_Recorded data_:

══════════════════════════════

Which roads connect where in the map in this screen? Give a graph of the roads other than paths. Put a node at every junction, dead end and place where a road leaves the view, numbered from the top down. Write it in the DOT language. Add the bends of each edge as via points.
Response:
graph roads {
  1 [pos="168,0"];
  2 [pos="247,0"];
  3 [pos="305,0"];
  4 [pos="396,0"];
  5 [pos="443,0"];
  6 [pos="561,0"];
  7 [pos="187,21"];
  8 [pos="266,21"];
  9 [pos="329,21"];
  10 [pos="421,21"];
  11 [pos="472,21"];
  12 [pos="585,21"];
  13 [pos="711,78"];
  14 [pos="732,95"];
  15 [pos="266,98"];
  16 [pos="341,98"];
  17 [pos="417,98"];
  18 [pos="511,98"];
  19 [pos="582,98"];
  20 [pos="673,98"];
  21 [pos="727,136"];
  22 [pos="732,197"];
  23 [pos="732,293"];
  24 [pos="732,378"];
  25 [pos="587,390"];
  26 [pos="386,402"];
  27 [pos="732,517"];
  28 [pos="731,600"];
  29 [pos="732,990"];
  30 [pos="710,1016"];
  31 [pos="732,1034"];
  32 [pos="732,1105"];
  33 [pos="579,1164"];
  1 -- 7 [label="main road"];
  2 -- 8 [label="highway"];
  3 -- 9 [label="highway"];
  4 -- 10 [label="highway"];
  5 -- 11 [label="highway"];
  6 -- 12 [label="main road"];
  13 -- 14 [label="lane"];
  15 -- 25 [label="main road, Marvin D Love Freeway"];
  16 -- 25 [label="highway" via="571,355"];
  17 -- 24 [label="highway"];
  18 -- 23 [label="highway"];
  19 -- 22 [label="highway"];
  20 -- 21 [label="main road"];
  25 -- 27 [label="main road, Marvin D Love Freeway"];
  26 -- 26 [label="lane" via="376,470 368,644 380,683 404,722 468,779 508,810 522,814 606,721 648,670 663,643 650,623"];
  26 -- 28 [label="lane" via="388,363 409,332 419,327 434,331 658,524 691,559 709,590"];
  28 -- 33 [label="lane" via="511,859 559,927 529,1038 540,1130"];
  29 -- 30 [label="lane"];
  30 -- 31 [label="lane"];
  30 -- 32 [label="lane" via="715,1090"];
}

══════════════════════════════

_WORK REQUEST_: Print out the data exactly once more.

_OUTPUT FOR THIS TASK_:
Which roads connect where in the map in this screen? Give a graph of the roads other than paths. Put a node at every junction, dead end and place where a road leaves the view, numbered from the top down. Write it in the DOT language. Add the bends of each edge as via points.
Response:
graph roads {
  1 [pos="168,0"];
  2 [pos="247,0"];
  3 [pos="305,0"];
  4 [pos="396,0"];
  5 [pos="443,0"];
  6 [pos="561,0"];
  7 [pos="187,21"];
  8 [pos="266,21"];
  9 [pos="329,21"];
  10 [pos="421,21"];
  11 [pos="472,21"];
  12 [pos="585,21"];
  13 [pos="711,78"];
  14 [pos="732,95"];
  15 [pos="266,98"];
  16 [pos="341,98"];
  17 [pos="417,98"];
  18 [pos="511,98"];
  19 [pos="582,98"];
  20 [pos="673,98"];
  21 [pos="727,136"];
  22 [pos="732,197"];
  23 [pos="732,293"];
  24 [pos="732,378"];
  25 [pos="587,390"];
  26 [pos="386,402"];
  27 [pos="732,517"];
  28 [pos="731,600"];
  29 [pos="732,990"];
  30 [pos="710,1016"];
  31 [pos="732,1034"];
  32 [pos="732,1105"];
  33 [pos="579,1164"];
  1 -- 7 [label="main road"];
  2 -- 8 [label="highway"];
  3 -- 9 [label="highway"];
  4 -- 10 [label="highway"];
  5 -- 11 [label="highway"];
  6 -- 12 [label="main road"];
  13 -- 14 [label="lane"];
  15 -- 25 [label="main road, Marvin D Love Freeway"];
  16 -- 25 [label="highway" via="571,355"];
  17 -- 24 [label="highway"];
  18 -- 23 [label="highway"];
  19 -- 22 [label="highway"];
  20 -- 21 [label="main road"];
  25 -- 27 [label="main road, Marvin D Love Freeway"];
  26 -- 26 [label="lane" via="376,470 368,644 380,683 404,722 468,779 508,810 522,814 606,721 648,670 663,643 650,623"];
  26 -- 28 [label="lane" via="388,363 409,332 419,327 434,331 658,524 691,559 709,590"];
  28 -- 33 [label="lane" via="511,859 559,927 529,1038 540,1130"];
  29 -- 30 [label="lane"];
  30 -- 31 [label="lane"];
  30 -- 32 [label="lane" via="715,1090"];
}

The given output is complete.